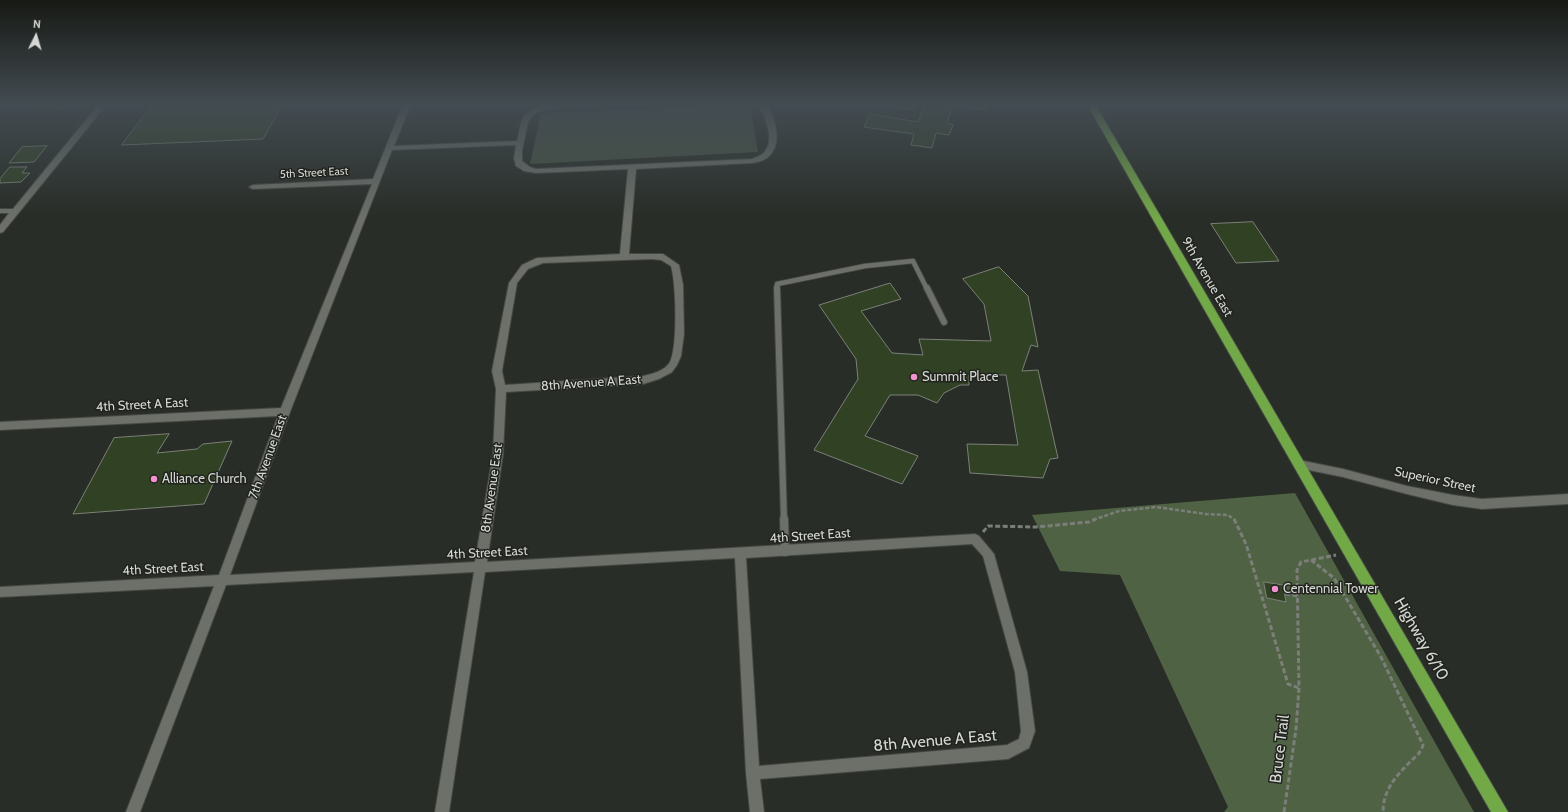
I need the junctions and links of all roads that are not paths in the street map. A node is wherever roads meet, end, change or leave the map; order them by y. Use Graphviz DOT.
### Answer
graph roads {
  1 [pos="72,142"];
  2 [pos="392,142"];
  3 [pos="771,142"];
  4 [pos="1113,142"];
  5 [pos="520,143"];
  6 [pos="390,148"];
  7 [pos="632,167"];
  8 [pos="377,181"];
  9 [pos="253,187"];
  10 [pos="0,211"];
  11 [pos="16,211"];
  12 [pos="0,230"];
  13 [pos="624,257"];
  14 [pos="944,322"];
  15 [pos="501,389"];
  16 [pos="285,412"];
  17 [pos="0,426"];
  18 [pos="1299,464"];
  19 [pos="1568,499"];
  20 [pos="975,539"];
  21 [pos="785,552"];
  22 [pos="740,554"];
  23 [pos="481,567"];
  24 [pos="223,579"];
  25 [pos="0,592"];
  26 [pos="753,774"];
  27 [pos="133,812"];
  28 [pos="442,812"];
  29 [pos="757,812"];
  30 [pos="1500,812"];
  1 -- 11 [label="street"];
  2 -- 6 [label="street, 7th Avenue East"];
  3 -- 7 [label="street"];
  4 -- 18 [label="highway, 9th Avenue East"];
  5 -- 6 [label="street"];
  5 -- 7 [label="street"];
  6 -- 8 [label="street, 7th Avenue East"];
  7 -- 13 [label="street"];
  8 -- 9 [label="street, 5th Street East"];
  8 -- 16 [label="street, 7th Avenue East"];
  10 -- 11 [label="street"];
  11 -- 12 [label="street"];
  13 -- 15 [label="street, 8th Avenue East"];
  13 -- 15 [label="street, 8th Avenue A East"];
  14 -- 21 [label="lane"];
  15 -- 23 [label="street, 8th Avenue East"];
  16 -- 17 [label="street, 4th Street A East"];
  16 -- 24 [label="street, 7th Avenue East"];
  18 -- 19 [label="street, Superior Street"];
  18 -- 30 [label="highway, Highway 6/10"];
  20 -- 21 [label="street, 4th Street East"];
  20 -- 26 [label="street, 8th Avenue A East"];
  21 -- 22 [label="street, 4th Street East"];
  22 -- 23 [label="street, 4th Street East"];
  22 -- 26 [label="street"];
  23 -- 24 [label="street, 4th Street East"];
  23 -- 28 [label="street, 8th Avenue East"];
  24 -- 25 [label="street, 4th Street East"];
  24 -- 27 [label="street, 7th Avenue East"];
  26 -- 29 [label="street"];
}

**WHAT YOU WILL DO**
Once you find the string "highway" in a line of the records, copy that line.

**ANSWER SECTION**
  4 -- 18 [label="highway, 9th Avenue East"];
  18 -- 30 [label="highway, Highway 6/10"];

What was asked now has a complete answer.